Le 29 juin dernier, Alexandre Carron nous a quittés à l’âge de 94 ans.
94 ans. C’est presque un siècle. Une vie entière qu’il a su si bien remplir de rencontres, de découvertes, d’amitié. Déjà quand j’étais jeune, il était une référence pour moi ; j’aimais sa philosophie de la vie, son aspiration à dépasser l’univers restreint de son milieu et du Valais de son époque. Il voulait aller au-delà, il refusait de limiter sa vie à la vigne et à un schéma social qu’il considérait comme restrictif. Il pressentait que le vaste monde autour de lui apporterait ce supplément d’âme et ces frissons à une existence qu’il voulait plus intense.
Il est resté célibataire, ce qui lui a ménagé la liberté de se donner pleinement à une passion qu’a allumée en lui son père et qui l’a habité très tôt : savoir ce qu’étaient devenus ses compatriotes émigrés au XIXe siècle, et partir à leur rencontre, écrire leur histoire. Il l’a fait. Il a parcouru le Valais de Gletsch à Saint-Gingolph. Il a visité la France, l’Italie, Il a voyagé à plusieurs reprises en Amérique du Sud, aux Etats-Unis, recherchant avec patience les traces de nos cousins installés là-bas. Il les as retrouvés. Il les as aimés. Et il m’a permis de partager avec lui une partie de ce chemin fabuleux ; je lui en suis immensément reconnaissant.

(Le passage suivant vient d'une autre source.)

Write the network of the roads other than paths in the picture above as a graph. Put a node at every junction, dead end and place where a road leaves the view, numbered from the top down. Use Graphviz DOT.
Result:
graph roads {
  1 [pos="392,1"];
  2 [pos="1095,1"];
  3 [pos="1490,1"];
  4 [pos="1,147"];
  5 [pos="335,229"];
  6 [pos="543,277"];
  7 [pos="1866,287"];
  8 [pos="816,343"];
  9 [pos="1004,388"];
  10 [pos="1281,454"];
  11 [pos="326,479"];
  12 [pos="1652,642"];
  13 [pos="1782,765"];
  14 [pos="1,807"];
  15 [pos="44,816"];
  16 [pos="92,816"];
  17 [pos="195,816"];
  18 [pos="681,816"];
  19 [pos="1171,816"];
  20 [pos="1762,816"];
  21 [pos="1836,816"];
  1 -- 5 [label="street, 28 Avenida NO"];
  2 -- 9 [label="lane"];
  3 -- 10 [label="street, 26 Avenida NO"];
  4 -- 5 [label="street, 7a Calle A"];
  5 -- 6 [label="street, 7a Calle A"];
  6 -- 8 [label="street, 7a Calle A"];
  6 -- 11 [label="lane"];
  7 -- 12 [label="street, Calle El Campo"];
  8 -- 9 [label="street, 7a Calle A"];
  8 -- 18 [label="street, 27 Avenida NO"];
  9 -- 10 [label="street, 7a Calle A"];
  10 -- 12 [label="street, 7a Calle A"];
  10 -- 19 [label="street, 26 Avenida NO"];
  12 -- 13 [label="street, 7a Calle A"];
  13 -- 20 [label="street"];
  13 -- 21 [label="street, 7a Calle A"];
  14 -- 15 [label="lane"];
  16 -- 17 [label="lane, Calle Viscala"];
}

Alexandre est le père des retrouvailles. C’est ainsi qu’il est reconnu et vénéré ici et outre-mer, en dépit de sa modestie. Et je suis fier que mon nom soit associé au tien quand sont évoquées les étapes de cette aventure extraordinaire. Cette aventure ne sera plus jamais oubliée : elle est dans nos deux livres « Nos cousins d’Amérique », elle est aux archives de la Médiathèque cantonale dans le fonds récemment constitué, elle est dans le cœur et la mémoire de ceux qui ont eu la chance de le connaître et de partager un peu sa vie.

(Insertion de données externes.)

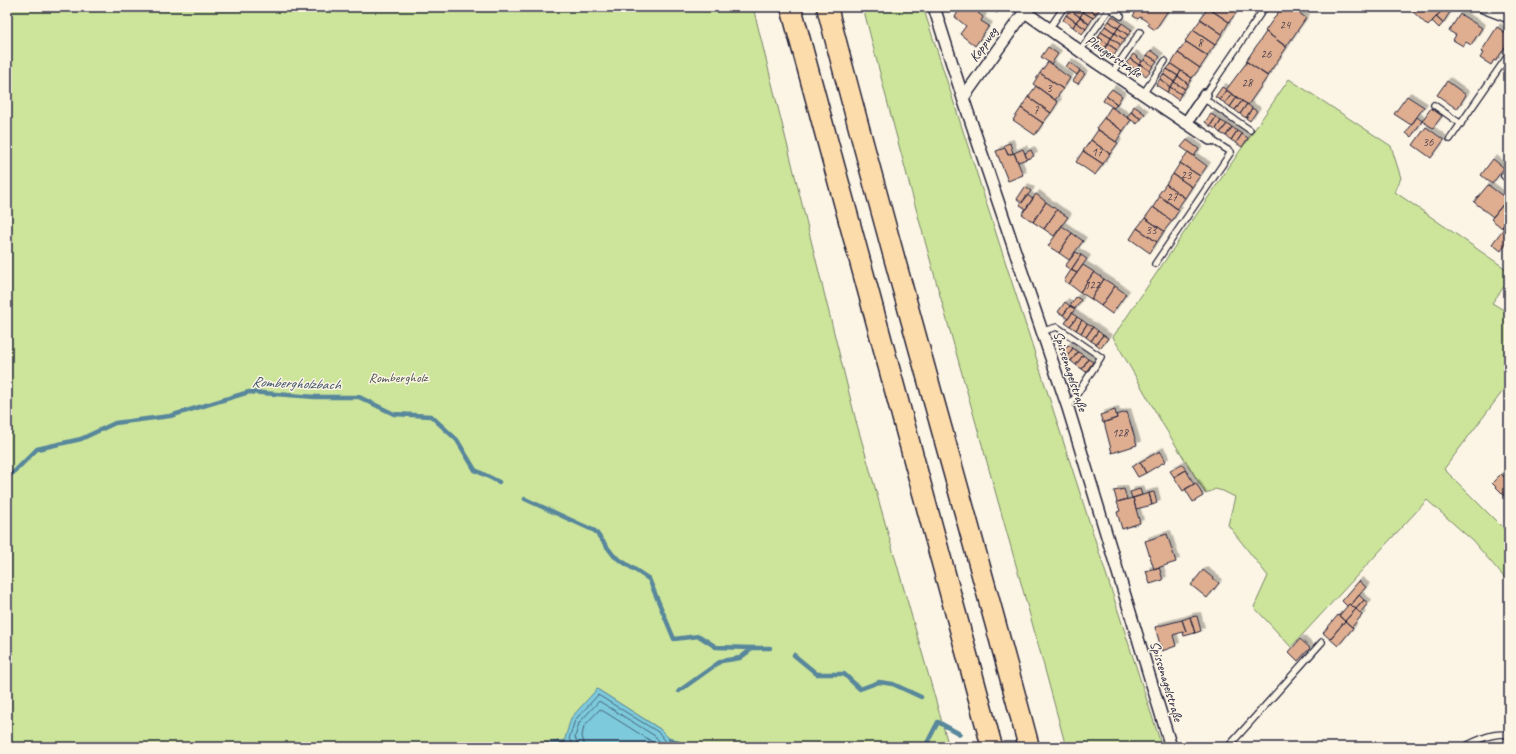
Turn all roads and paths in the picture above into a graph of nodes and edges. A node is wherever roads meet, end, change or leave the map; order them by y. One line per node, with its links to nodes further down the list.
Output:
1 (791, 7): 31 (highway)
2 (827, 7): 32 (highway)
3 (934, 7): 19 (street, Spissenagelstraße)
4 (1064, 7): 11 (lane)
5 (1109, 7): 9 (lane); 13 (lane)
6 (1265, 7): 18 (lane)
7 (1483, 7): 10 (street)
8 (1026, 9): 11 (street, Pleugerstraße); 19 (street, Koppweg)
9 (1121, 16)
10 (1509, 17)
11 (1049, 29): 13 (street, Pleugerstraße)
12 (1140, 32): 16 (lane)
13 (1080, 51): 16 (street, Pleugerstraße)
14 (1509, 54): 22 (lane)
15 (1165, 61): 17 (lane)
16 (1112, 73): 17 (street, Pleugerstraße)
17 (1143, 94): 21 (street, Pleugerstraße)
18 (1204, 96): 21 (street); 23 (lane)
19 (963, 98): 27 (street, Spissenagelstraße)
20 (1434, 105): 22 (lane)
21 (1186, 122): 24 (street, Pleugerstraße)
22 (1461, 124): 25 (lane)
23 (1250, 130)
24 (1210, 139): 26 (lane, Pleugerstraße)
25 (1450, 139)
26 (1155, 264)
27 (1043, 331): 28 (street, Spissenagelstraße); 28 (lane)
28 (1068, 408): 33 (street, Spissenagelstraße)
29 (1322, 642): 34 (lane)
30 (1509, 736): 35 (lane)
31 (992, 747)
32 (1029, 747)
33 (1171, 747)
34 (1228, 747)
35 (1464, 747)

Dans le sillage de « Nos cousins d’Amérique » sont nées les associations « Valaisans du Monde », « Valais-Argentine », « Fulliérains du Monde » dont nous sommes tous deux membres fondateurs, puis sont venus leurs répondants en Amérique, notamment EVA (« Entités Valaisannes d’Argentine ») et diverses associations au Brésil et aux Etas-Unis.

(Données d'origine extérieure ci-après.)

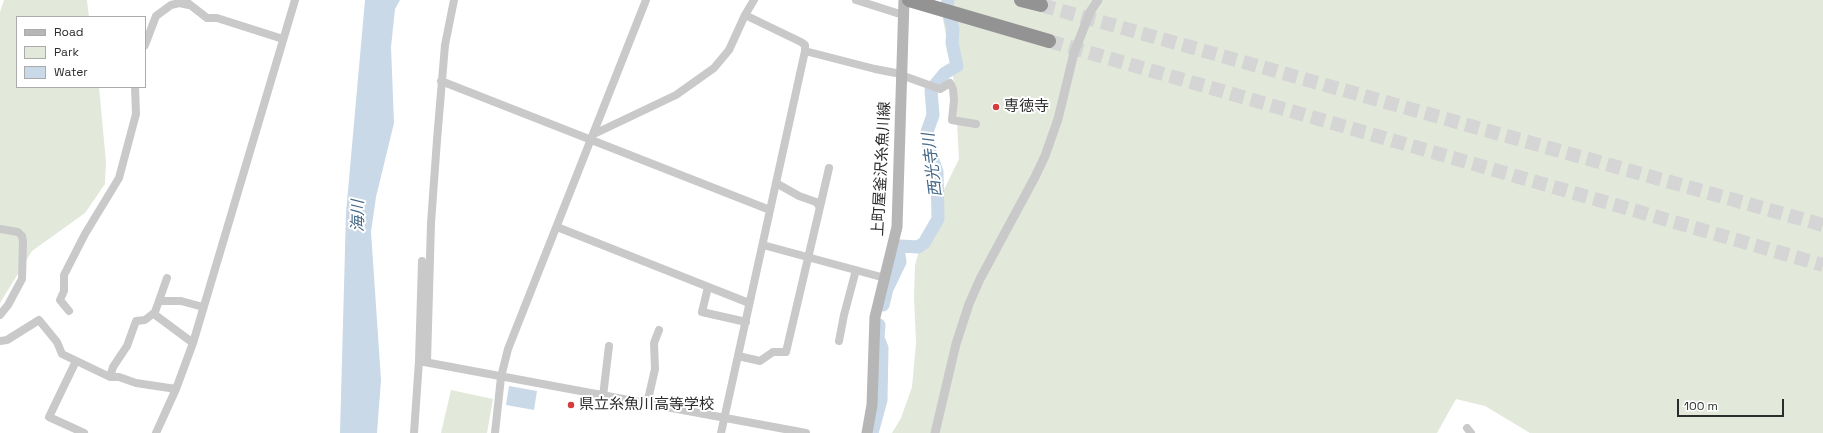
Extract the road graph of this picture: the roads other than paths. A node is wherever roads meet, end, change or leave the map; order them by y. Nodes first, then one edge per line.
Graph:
1 (295, 0) edge
2 (454, 0) edge
3 (646, 0) edge
4 (754, 0) edge
5 (856, 0) edge
6 (904, 0) edge
7 (909, 0) edge
8 (1021, 0) edge
9 (1098, 0) edge
10 (187, 2) edge
11 (1041, 5) tunnel mouth
12 (745, 15) junction
13 (903, 15) junction
14 (283, 39) junction
15 (1049, 41) tunnel mouth
16 (146, 42) edge
17 (805, 51) junction
18 (901, 74) junction
19 (441, 81) junction
20 (135, 88) edge
21 (976, 124) dead end
22 (592, 137) junction
23 (829, 168) dead end
24 (776, 183) junction
25 (820, 207) junction
26 (770, 210) junction
27 (556, 227) junction
28 (0, 229) edge
29 (763, 245) junction
30 (808, 257) junction
31 (422, 260) dead end
32 (856, 270) junction
33 (167, 278) dead end
34 (885, 278) junction
35 (708, 287) junction
36 (160, 301) junction
37 (749, 303) junction
38 (203, 307) junction
39 (69, 311) dead end
40 (154, 314) junction
41 (1, 317) edge
42 (746, 322) junction
43 (659, 330) dead end
44 (0, 341) edge
45 (839, 341) dead end
46 (193, 343) junction
47 (609, 346) dead end
48 (738, 356) junction
49 (76, 360) junction
50 (423, 361) junction
51 (110, 377) junction
52 (501, 377) junction
53 (176, 389) junction
54 (603, 396) junction
55 (647, 404) junction
56 (724, 418) junction
57 (84, 433) edge
58 (156, 433) edge
59 (414, 433) edge
60 (495, 433) edge
61 (721, 433) edge
62 (806, 433) edge
63 (867, 433) edge
64 (935, 433) edge

1 - 14 street
2 - 19 street
3 - 22 street
4 - 12 street
5 - 13 street
6 - 13 main road, 上町屋釜沢糸魚川線
7 - 15 highway
8 - 11 highway
9 - 64 street
10 - 14 street
10 - 16 street
12 - 17 street
12 - 22 street
13 - 18 main road, 上町屋釜沢糸魚川線
14 - 38 street
17 - 18 street
17 - 24 street
18 - 21 street
18 - 34 main road, 上町屋釜沢糸魚川線
19 - 22 street
19 - 50 street
20 - 39 street
22 - 26 street
22 - 27 street
23 - 25 street
24 - 25 street
24 - 26 street
25 - 30 street
26 - 29 street
27 - 35 street
27 - 52 street
28 - 41 street
29 - 30 street
29 - 37 street
30 - 32 street
30 - 48 street
31 - 50 street
32 - 34 street
32 - 45 street
33 - 36 street
34 - 63 main road, 上町屋釜沢糸魚川線
35 - 37 street
35 - 42 street
36 - 38 street
36 - 40 street
37 - 42 street
38 - 46 street
40 - 46 street
40 - 51 street
42 - 48 street
43 - 55 street
44 - 49 street
46 - 53 street
47 - 54 street
48 - 56 street
49 - 51 street
49 - 57 street
50 - 52 street
50 - 59 street
51 - 53 street
52 - 54 street
52 - 60 street
53 - 58 street
54 - 55 street
55 - 56 street
56 - 61 street
56 - 62 street

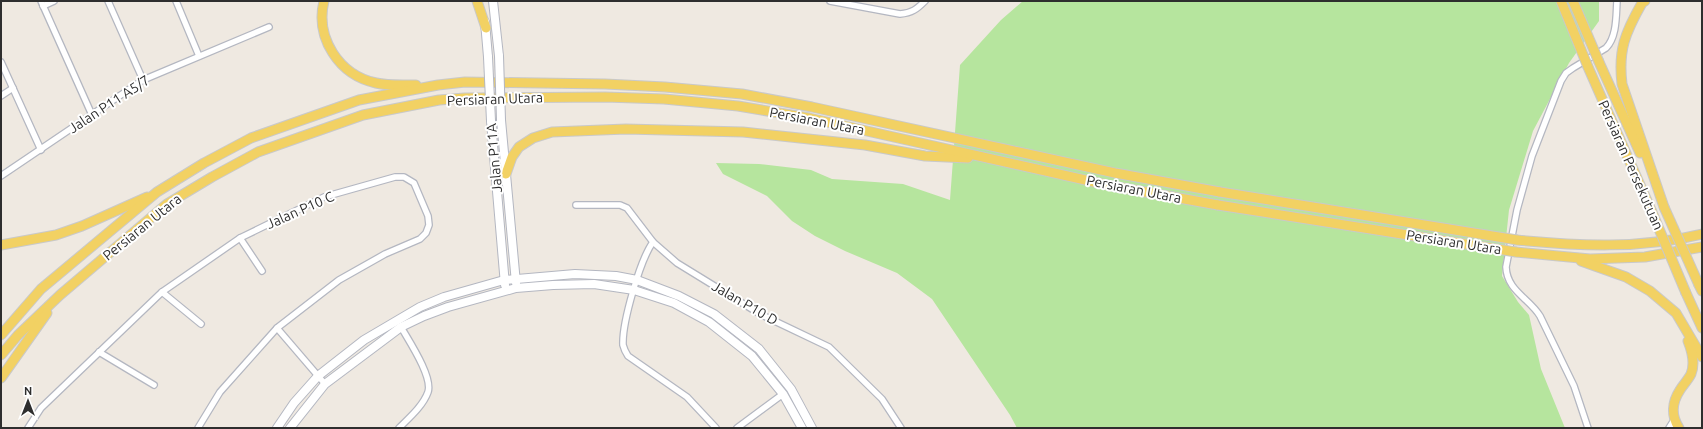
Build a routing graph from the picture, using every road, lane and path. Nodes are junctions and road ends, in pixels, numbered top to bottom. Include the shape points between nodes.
1 (54, 1) edge
2 (108, 1) edge
3 (176, 1) edge
4 (324, 1) edge
5 (477, 1) edge
6 (481, 1) edge
7 (492, 1) edge
8 (830, 1) edge
9 (925, 1) edge
10 (1561, 1) edge
11 (1573, 1) edge
12 (1617, 1) edge
13 (1646, 1) edge
14 (42, 3) edge
15 (269, 27) dead end
16 (486, 28) junction
17 (199, 56) junction
18 (1, 62) edge
19 (143, 80) junction
20 (438, 85) junction
21 (13, 88) junction
22 (1, 96) edge
23 (92, 115) junction
24 (41, 150) junction
25 (991, 159) junction
26 (506, 174) junction
27 (1, 176) edge
28 (157, 192) junction
29 (576, 205) dead end
30 (1664, 207) junction
31 (1702, 234) edge
32 (240, 238) junction
33 (654, 242) junction
34 (1, 245) edge
35 (1702, 247) edge
36 (1577, 258) junction
37 (262, 272) dead end
38 (515, 278) junction
39 (504, 280) junction
40 (637, 280) junction
41 (516, 288) junction
42 (1701, 288) edge
43 (505, 290) junction
44 (634, 290) junction
45 (162, 292) junction
46 (60, 295) junction
47 (1676, 314) junction
48 (201, 324) dead end
49 (401, 327) junction
50 (277, 328) junction
51 (1702, 328) edge
52 (1, 334) edge
53 (99, 352) junction
54 (1, 355) edge
55 (1702, 357) edge
56 (318, 376) junction
57 (1, 378) edge
58 (325, 384) junction
59 (154, 385) dead end
60 (783, 394) junction
61 (1674, 425) edge
62 (28, 428) edge
63 (198, 428) edge
64 (277, 428) edge
65 (290, 428) edge
66 (399, 428) edge
67 (716, 428) edge
68 (737, 428) edge
69 (802, 428) edge
70 (812, 428) edge
71 (902, 428) edge
72 (1588, 428) edge

1 - 14 street
2 - 19 street
3 - 17 street
4 - 20 main road via 322,19 326,40 332,53 349,70 361,78 376,83
5 - 16 main road
6 - 16 street, Jalan P11A
7 - 26 street, Jalan P11A, bridge via 499,56
8 - 9 street via 900,14 916,10
10 - 51 main road, Persiaran Persekutuan, bridge
11 - 30 main road, Persiaran Persekutuan, bridge
12 - 72 street via 1615,27 1610,44 1569,70 1561,81 1532,156 1516,210 1506,266 1506,274 1513,288 1540,316 1574,386
13 - 30 main road via 1642,3 1627,29 1620,64 1622,84
14 - 23 street
15 - 17 street, Jalan P11 A5/7
16 - 39 street, Jalan P11A, bridge
17 - 19 street, Jalan P11 A5/7
18 - 21 street
19 - 23 street, Jalan P11 A5/7
20 - 28 main road, Persiaran Utara via 359,100 251,138
20 - 31 main road, Persiaran Utara, bridge via 464,82 605,84 665,86 742,94 1115,173 1517,240 1554,244 1641,244
21 - 22 street
21 - 24 street
23 - 24 street, Jalan P11 A5/7
24 - 27 street, Jalan P11 A5/7
25 - 26 main road via 925,156 857,144 743,132 626,129 552,132 533,138 519,147
25 - 36 main road, Persiaran Utara, bridge via 1112,186 1218,205 1516,252
25 - 46 main road, Persiaran Utara via 809,118 702,102 605,97 439,100 363,115 258,152 167,204
26 - 38 street, Jalan P11A
28 - 34 main road via 56,235
28 - 52 main road, Persiaran Utara via 41,289
29 - 33 street, Jalan P10 D via 624,206
30 - 42 main road, Persiaran Persekutuan, bridge
32 - 37 street
32 - 45 street, Jalan P10 C
32 - 50 street, Jalan P10 C via 324,197 395,177 404,177 414,183 426,209 429,226 420,239 385,254 339,280
33 - 40 street via 647,250
33 - 71 street, Jalan P10 D via 678,263 760,314 829,346 882,399
35 - 36 main road, Persiaran Utara via 1645,257
36 - 47 main road via 1626,277 1644,287
38 - 39 street
38 - 40 street via 575,274
38 - 41 street, Jalan P11A
39 - 43 street, Jalan P11A
39 - 56 street via 420,307 364,340
40 - 44 street
40 - 70 street via 714,314 760,349 791,389
41 - 43 street
41 - 44 street via 594,284
43 - 49 street via 448,307
44 - 60 street via 674,303 710,322 752,356
44 - 67 street via 624,332 623,347 628,356 687,397
45 - 48 street
45 - 53 street, Jalan P10 C
46 - 54 main road, Persiaran Utara
46 - 57 main road
47 - 55 main road
47 - 61 main road via 1689,344 1692,365 1690,375 1674,402
49 - 58 street
49 - 66 street via 427,376 428,392 421,404
50 - 56 street
50 - 63 street, Jalan P10 C via 220,392
53 - 59 street
53 - 62 street, Jalan P10 C via 41,408
56 - 58 street
56 - 64 street via 294,403
58 - 65 street
60 - 68 street
60 - 69 street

Dans sa lettre de condoléances, l’ambassadeur de Suisse en Argentine, Hans–Ruedi Bortis, relève : « Alexandre Carron était un homme extraordinaire qui a consacré une grande partie de sa vie à la recherche et à la reconstitution de l’histoire de l’immigration valaisanne en Amérique du Sud. Son héritage ne tient pas seulement à son importante œuvre littéraire, mais aussi du fait qu’il a suscité un regain d’intérêt chez les descendants de Suisses et de Valaisans pour la redécouverte de leurs racines. »
Combien justes sont ces paroles d’une autorité dont l’intérêt pour l’histoire et les relations entre les Suisses et leurs descendants en Argentine s’accompagne d’une grande humanité.
Ceux qui, en Valais et ailleurs, ont croisé ou partagé le chemin d’Alexandre retiendront combien son cœur était grand, et agréable sa compagnie. Ils sont aujourd’hui dans le chagrin, mais aussi dans l’infinie reconnaissance pour tous les moments partagés qui sont comme autant de jolies fleurs dans le bouquet du souvenir.
Alexandre nous sourit et nous inspire désormais de là-haut.